Verslag vergadering Commissie voor Economie, Werk, Sociale Economie, Wetenschap en Innovatie
Vraag om uitleg over het opvolgen van de controle en sanctionering door VDAB
Verslag
Collega Ronse heeft ons net het verzoek gericht om zijn vragen over de data over werkzoekenden en over het opvolgen van de controle en sanctionering door VDAB samen te kunnen stellen, dus hij mag ze ook samen stellen.
De heer Ronse heeft het woord.
De voorzitter vertelde me dat ik vandaag de kans kreeg om gekoppeld te worden aan iemand, en ik mocht kiezen wie. Dan was de keuze natuurlijk snel gemaakt om me aan mezelf te koppelen. (Gelach)
Maar de vragen gaan effectief over hetzelfde thema.
Bij de data van de werkzoekende gaat het erover dat er in mei 2023 192.177 werkzoekenden zijn zonder werk. Dat is een stijging op jaarbasis van bijna 8 procent. 77 procent daarvan is in bemiddeling bij VDAB. 14 procent volgt een opleiding.

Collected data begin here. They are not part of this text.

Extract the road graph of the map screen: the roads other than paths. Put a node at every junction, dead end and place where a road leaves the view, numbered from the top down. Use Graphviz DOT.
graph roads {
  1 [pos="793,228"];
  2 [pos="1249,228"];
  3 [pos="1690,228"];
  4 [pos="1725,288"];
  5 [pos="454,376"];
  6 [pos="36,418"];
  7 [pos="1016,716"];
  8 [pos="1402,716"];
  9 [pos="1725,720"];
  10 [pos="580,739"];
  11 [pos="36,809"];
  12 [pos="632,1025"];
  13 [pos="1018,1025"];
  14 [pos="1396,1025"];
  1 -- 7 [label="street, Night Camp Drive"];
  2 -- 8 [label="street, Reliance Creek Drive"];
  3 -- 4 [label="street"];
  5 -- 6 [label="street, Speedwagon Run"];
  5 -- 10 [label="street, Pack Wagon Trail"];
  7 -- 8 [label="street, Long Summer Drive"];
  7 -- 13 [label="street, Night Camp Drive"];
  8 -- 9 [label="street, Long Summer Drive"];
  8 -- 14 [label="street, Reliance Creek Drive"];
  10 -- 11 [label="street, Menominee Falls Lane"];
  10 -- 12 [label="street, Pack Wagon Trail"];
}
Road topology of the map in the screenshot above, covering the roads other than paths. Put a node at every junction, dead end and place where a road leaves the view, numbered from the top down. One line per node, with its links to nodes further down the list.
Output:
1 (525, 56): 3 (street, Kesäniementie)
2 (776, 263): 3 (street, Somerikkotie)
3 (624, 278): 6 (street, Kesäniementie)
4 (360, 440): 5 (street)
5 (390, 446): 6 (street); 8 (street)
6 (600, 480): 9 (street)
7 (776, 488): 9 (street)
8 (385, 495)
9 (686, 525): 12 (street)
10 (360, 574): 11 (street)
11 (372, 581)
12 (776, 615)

Opvallend, en dat is goed, is dat het aantal werkzoekenden met een uitkeringsaanvraag (WZUA) gedaald is met 5 procent ten opzichte van mei vorig jaar. Een grote toename zien we bij de niet-beroepsactieve werkzoekenden. Dat zijn mensen die niet aan de slag zijn en geen recht hebben op een werkloosheidsuitkering, maar misschien wel op een andere uitkering, zoals een ziekte- of leefloonuitkering.
Wij willen natuurlijk ook die mensen aan de slag krijgen, en we zien dat de stijging van die werkzoekenden zonder werk (WZW) in de VDAB-database ongetwijfeld te maken heeft met het feit dat we hen beter bereiken, en hen sneller bij ons kunnen laten inschrijven. Dat is goed, maar dat kan ook wel zorgen voor een vertekend beeld van het aantal werkzoekenden in de gerapporteerde cijfers, en daar is de vraag of dat niet wat opgesplitst kan worden, zodanig dat het helder is. Anders geeft dat wel de indruk dat het aantal mensen die aan de dop zitten in Vlaanderen fors gestegen zou zijn.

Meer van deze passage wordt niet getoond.